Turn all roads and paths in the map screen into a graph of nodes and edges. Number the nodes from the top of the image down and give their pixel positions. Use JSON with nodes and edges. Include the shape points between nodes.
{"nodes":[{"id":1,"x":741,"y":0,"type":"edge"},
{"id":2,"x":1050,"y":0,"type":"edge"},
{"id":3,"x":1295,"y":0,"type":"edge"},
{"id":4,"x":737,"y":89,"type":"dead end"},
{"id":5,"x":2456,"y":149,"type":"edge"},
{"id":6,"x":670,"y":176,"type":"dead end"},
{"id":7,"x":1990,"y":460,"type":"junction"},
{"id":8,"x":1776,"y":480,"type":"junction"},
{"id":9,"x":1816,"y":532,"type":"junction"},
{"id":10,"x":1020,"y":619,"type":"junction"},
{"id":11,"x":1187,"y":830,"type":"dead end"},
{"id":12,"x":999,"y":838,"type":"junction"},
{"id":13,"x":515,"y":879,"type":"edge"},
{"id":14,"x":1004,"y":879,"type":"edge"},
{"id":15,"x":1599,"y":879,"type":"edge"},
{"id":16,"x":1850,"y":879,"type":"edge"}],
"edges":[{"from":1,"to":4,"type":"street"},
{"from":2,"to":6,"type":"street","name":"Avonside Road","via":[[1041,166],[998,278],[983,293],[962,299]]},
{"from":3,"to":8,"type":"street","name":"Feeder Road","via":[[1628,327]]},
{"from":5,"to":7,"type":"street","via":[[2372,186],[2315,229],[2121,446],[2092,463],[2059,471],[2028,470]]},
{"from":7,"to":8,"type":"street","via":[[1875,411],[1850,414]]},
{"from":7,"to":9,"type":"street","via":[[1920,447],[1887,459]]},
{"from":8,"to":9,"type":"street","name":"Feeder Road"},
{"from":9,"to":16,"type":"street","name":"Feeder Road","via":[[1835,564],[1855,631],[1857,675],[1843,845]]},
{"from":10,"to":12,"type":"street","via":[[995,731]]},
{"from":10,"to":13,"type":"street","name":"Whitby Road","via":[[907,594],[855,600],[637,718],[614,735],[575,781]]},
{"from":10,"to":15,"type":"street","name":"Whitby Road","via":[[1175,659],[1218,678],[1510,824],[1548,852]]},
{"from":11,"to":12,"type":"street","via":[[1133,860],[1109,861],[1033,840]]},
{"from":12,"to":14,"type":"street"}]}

==================================================

▶ _PROBLEM DETAILS_: Every line of the material is to be transcribed exactly.

▶ _OUTPUT_:
Turn all roads and paths in the map screen into a graph of nodes and edges. Number the nodes from the top of the image down and give their pixel positions. Use JSON with nodes and edges. Include the shape points between nodes.
{"nodes":[{"id":1,"x":741,"y":0,"type":"edge"},
{"id":2,"x":1050,"y":0,"type":"edge"},
{"id":3,"x":1295,"y":0,"type":"edge"},
{"id":4,"x":737,"y":89,"type":"dead end"},
{"id":5,"x":2456,"y":149,"type":"edge"},
{"id":6,"x":670,"y":176,"type":"dead end"},
{"id":7,"x":1990,"y":460,"type":"junction"},
{"id":8,"x":1776,"y":480,"type":"junction"},
{"id":9,"x":1816,"y":532,"type":"junction"},
{"id":10,"x":1020,"y":619,"type":"junction"},
{"id":11,"x":1187,"y":830,"type":"dead end"},
{"id":12,"x":999,"y":838,"type":"junction"},
{"id":13,"x":515,"y":879,"type":"edge"},
{"id":14,"x":1004,"y":879,"type":"edge"},
{"id":15,"x":1599,"y":879,"type":"edge"},
{"id":16,"x":1850,"y":879,"type":"edge"}],
"edges":[{"from":1,"to":4,"type":"street"},
{"from":2,"to":6,"type":"street","name":"Avonside Road","via":[[1041,166],[998,278],[983,293],[962,299]]},
{"from":3,"to":8,"type":"street","name":"Feeder Road","via":[[1628,327]]},
{"from":5,"to":7,"type":"street","via":[[2372,186],[2315,229],[2121,446],[2092,463],[2059,471],[2028,470]]},
{"from":7,"to":8,"type":"street","via":[[1875,411],[1850,414]]},
{"from":7,"to":9,"type":"street","via":[[1920,447],[1887,459]]},
{"from":8,"to":9,"type":"street","name":"Feeder Road"},
{"from":9,"to":16,"type":"street","name":"Feeder Road","via":[[1835,564],[1855,631],[1857,675],[1843,845]]},
{"from":10,"to":12,"type":"street","via":[[995,731]]},
{"from":10,"to":13,"type":"street","name":"Whitby Road","via":[[907,594],[855,600],[637,718],[614,735],[575,781]]},
{"from":10,"to":15,"type":"street","name":"Whitby Road","via":[[1175,659],[1218,678],[1510,824],[1548,852]]},
{"from":11,"to":12,"type":"street","via":[[1133,860],[1109,861],[1033,840]]},
{"from":12,"to":14,"type":"street"}]}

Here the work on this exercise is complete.